Thoughts on publishers and where the challenge comes…

A key theme for me that seems to be emerging is the relationship of resources discovery product to the publishers’ content (eg the full-text articles). Solutions to this ‘problem’ – of how to search across publishers’ native databases and harvest content back from them seem to take different forms:  a company like ExLibris will for example still depend on their federated product product (Metalib – either hidden or overt) to search across publishers’ and aggregators’ databases using pre-written connectors, whilst companies like Serial Solutions will by-pass this stage and rely on Open-URL access to publisher’s metadata with a product like Summon, in the same way 360 Link can pick up an article reference from within a third-party A&I database . 

It is interesting that Summon is built using an open-source product  architecture – and ditching the need for a federated search back-end is quite a radical step forward into the cloud.  I’m wondering if this is related to their different approach to authentication: both Summon and Metalib seem to be ‘authentication agnostic’ and could work with a variety of authentication systems: but ExLibris seems to prefer the ‘up-front’ password challenge as opposed to Serials Solutions who give you it the other way round: metadata first and only authenticate later.

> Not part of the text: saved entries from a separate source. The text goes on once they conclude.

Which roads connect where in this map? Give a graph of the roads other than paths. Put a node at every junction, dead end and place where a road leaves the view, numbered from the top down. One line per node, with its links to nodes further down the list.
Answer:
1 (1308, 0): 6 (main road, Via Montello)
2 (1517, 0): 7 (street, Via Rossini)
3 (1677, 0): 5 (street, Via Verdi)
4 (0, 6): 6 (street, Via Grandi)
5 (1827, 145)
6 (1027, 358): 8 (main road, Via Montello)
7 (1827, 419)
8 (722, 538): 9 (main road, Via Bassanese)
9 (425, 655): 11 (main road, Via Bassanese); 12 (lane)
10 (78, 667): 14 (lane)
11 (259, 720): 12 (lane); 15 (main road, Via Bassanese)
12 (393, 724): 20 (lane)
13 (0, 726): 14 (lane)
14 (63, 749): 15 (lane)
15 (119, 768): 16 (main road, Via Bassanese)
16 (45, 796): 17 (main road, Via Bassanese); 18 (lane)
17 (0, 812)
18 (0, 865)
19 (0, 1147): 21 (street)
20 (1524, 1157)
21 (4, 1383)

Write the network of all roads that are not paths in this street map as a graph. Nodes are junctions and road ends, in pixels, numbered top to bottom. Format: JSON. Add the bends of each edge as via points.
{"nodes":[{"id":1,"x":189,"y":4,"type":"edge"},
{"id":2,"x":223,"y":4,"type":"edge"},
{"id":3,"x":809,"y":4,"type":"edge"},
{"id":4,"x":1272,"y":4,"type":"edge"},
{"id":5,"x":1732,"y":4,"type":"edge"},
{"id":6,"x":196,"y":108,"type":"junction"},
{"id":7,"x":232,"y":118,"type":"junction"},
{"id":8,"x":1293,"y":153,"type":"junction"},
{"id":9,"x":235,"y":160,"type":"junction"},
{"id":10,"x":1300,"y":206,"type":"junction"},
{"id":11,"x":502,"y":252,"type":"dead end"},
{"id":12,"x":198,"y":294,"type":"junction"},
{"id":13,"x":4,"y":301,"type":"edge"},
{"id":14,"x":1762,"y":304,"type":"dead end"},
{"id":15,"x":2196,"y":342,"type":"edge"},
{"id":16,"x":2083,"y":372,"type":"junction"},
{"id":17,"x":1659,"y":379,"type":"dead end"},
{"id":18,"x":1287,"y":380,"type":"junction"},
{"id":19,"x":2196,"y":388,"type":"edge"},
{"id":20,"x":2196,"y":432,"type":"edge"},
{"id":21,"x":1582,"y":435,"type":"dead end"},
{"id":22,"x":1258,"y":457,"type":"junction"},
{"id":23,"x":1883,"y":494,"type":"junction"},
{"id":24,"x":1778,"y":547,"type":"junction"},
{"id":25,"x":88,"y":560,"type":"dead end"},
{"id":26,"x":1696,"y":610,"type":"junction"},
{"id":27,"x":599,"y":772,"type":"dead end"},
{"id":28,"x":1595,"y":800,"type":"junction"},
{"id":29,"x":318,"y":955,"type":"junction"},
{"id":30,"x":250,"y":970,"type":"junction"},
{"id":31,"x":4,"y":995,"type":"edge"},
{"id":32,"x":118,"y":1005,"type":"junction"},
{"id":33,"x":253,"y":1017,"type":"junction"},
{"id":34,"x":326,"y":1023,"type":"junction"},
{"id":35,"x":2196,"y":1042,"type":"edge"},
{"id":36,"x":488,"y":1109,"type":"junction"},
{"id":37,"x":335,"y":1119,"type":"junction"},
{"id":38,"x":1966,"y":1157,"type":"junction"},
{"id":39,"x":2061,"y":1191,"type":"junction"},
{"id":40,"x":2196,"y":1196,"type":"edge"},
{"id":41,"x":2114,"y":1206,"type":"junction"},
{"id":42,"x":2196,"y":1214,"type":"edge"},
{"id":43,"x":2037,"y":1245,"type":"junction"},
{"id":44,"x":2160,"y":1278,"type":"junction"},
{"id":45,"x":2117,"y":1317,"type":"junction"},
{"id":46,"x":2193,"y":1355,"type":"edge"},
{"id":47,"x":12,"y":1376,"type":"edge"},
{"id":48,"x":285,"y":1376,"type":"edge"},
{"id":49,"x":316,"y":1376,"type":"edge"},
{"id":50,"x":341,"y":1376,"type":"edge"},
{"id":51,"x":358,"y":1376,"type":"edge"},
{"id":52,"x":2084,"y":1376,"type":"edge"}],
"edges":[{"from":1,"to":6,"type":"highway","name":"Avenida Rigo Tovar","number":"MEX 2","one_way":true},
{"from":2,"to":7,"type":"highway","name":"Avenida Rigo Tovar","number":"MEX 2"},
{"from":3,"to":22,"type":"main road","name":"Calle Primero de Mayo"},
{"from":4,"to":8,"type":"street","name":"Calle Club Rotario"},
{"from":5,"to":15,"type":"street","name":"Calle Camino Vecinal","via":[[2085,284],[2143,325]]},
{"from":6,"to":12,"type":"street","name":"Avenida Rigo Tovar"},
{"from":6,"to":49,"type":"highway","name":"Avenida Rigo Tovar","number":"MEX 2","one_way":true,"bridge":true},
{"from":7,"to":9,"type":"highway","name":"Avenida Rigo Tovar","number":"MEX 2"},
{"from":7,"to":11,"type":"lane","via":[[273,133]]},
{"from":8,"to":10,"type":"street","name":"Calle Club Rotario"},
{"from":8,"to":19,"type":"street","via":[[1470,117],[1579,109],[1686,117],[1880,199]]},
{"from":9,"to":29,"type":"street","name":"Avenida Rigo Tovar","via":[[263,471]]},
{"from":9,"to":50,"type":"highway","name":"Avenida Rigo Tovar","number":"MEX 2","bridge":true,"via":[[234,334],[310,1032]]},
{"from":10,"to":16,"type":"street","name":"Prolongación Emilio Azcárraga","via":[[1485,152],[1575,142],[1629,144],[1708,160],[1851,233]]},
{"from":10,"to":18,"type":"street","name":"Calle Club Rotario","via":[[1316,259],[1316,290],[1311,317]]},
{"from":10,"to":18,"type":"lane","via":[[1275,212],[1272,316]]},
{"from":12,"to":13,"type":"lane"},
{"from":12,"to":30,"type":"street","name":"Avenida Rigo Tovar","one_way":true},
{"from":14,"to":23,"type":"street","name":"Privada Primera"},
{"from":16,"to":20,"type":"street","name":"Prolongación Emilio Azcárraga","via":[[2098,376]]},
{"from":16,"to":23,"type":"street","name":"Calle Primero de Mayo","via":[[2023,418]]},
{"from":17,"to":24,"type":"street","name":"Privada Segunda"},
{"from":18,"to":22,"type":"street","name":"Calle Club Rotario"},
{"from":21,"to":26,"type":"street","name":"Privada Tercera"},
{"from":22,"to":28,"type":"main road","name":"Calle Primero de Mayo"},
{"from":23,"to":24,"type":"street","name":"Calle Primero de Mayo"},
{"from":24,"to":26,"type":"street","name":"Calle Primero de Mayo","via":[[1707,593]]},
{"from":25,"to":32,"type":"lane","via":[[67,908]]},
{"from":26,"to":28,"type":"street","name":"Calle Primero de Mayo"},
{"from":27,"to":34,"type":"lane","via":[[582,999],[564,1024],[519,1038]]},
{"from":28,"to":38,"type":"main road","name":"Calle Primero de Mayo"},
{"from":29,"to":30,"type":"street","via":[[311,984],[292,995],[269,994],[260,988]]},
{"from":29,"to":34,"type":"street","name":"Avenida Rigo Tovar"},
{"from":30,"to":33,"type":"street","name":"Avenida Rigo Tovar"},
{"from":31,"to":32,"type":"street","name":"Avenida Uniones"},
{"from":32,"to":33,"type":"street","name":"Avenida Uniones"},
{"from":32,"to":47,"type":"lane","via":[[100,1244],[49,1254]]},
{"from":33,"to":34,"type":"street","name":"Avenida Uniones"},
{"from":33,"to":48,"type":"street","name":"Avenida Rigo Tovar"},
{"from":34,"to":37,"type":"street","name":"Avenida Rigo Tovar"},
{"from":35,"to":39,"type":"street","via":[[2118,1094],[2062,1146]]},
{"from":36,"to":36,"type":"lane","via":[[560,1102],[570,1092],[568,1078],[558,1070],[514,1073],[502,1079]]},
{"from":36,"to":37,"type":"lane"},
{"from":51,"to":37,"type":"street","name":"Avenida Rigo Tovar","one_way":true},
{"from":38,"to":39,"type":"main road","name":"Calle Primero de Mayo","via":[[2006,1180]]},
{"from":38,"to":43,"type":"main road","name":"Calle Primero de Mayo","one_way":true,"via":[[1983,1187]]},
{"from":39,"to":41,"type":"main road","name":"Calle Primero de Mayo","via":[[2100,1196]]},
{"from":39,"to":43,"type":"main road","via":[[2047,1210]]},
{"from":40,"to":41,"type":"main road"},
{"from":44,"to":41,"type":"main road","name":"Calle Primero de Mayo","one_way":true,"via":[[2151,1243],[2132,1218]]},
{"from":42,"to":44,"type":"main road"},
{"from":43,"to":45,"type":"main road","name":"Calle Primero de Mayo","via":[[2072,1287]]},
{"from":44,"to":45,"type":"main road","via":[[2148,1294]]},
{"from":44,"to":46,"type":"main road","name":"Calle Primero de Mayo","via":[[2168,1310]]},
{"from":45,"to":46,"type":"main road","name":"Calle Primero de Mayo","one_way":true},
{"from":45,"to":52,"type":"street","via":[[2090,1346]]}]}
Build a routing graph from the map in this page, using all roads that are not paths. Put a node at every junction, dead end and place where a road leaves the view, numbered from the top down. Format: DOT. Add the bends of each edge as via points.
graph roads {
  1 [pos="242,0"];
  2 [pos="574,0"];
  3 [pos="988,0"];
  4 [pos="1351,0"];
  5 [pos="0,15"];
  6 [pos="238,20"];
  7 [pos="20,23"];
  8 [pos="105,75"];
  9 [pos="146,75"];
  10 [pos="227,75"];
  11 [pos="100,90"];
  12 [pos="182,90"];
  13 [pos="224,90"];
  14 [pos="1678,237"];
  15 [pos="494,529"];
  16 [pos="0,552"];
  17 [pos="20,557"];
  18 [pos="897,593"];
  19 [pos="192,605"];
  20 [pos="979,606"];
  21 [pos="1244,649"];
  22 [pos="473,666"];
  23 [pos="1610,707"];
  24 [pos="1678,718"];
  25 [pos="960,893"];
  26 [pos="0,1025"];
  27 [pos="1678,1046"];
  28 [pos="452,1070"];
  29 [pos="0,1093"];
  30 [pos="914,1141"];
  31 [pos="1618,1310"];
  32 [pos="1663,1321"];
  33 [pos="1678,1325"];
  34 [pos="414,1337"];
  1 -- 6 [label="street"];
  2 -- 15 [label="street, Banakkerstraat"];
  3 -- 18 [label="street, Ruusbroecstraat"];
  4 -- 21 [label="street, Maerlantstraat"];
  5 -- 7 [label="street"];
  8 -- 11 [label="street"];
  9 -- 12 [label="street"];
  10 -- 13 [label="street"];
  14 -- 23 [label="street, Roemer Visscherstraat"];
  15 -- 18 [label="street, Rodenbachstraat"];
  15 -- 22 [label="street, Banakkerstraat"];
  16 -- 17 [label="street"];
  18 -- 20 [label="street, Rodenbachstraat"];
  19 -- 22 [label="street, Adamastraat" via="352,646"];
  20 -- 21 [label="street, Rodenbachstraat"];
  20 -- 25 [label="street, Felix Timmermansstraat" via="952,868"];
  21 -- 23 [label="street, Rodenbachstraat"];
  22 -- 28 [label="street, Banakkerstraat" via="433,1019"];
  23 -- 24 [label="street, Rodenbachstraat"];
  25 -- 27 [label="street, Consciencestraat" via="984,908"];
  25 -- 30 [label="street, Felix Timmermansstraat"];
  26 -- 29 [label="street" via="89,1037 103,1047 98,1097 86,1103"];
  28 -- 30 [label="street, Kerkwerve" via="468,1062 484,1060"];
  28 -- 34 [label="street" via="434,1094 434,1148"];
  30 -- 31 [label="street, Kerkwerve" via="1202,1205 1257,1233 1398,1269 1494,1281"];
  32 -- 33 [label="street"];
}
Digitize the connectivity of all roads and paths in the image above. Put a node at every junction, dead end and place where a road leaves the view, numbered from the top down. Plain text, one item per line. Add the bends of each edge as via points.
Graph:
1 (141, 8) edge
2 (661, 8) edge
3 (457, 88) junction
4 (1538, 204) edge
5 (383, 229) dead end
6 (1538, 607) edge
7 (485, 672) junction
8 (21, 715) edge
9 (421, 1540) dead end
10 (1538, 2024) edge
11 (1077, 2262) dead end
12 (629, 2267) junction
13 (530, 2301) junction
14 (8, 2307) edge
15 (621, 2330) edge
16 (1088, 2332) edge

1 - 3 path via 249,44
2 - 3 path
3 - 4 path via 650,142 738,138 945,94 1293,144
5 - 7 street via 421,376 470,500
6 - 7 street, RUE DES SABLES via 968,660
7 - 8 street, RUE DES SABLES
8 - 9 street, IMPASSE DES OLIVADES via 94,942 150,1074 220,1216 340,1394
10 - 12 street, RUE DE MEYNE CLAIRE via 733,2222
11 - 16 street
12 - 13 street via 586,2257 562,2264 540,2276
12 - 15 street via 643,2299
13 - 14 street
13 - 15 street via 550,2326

Is it harder to integrate authentication, as opposed to searching for content, into an institutional login this way round? I don’t yet know as I think it depends what choices we make on identity management. Personally I’m drawn to the ‘up-front’ approach – even though the simplicity of what Serials Solutions are doing is very attractive, I prefer my password challenges at the beginning – rather than at the end of the process. What about others?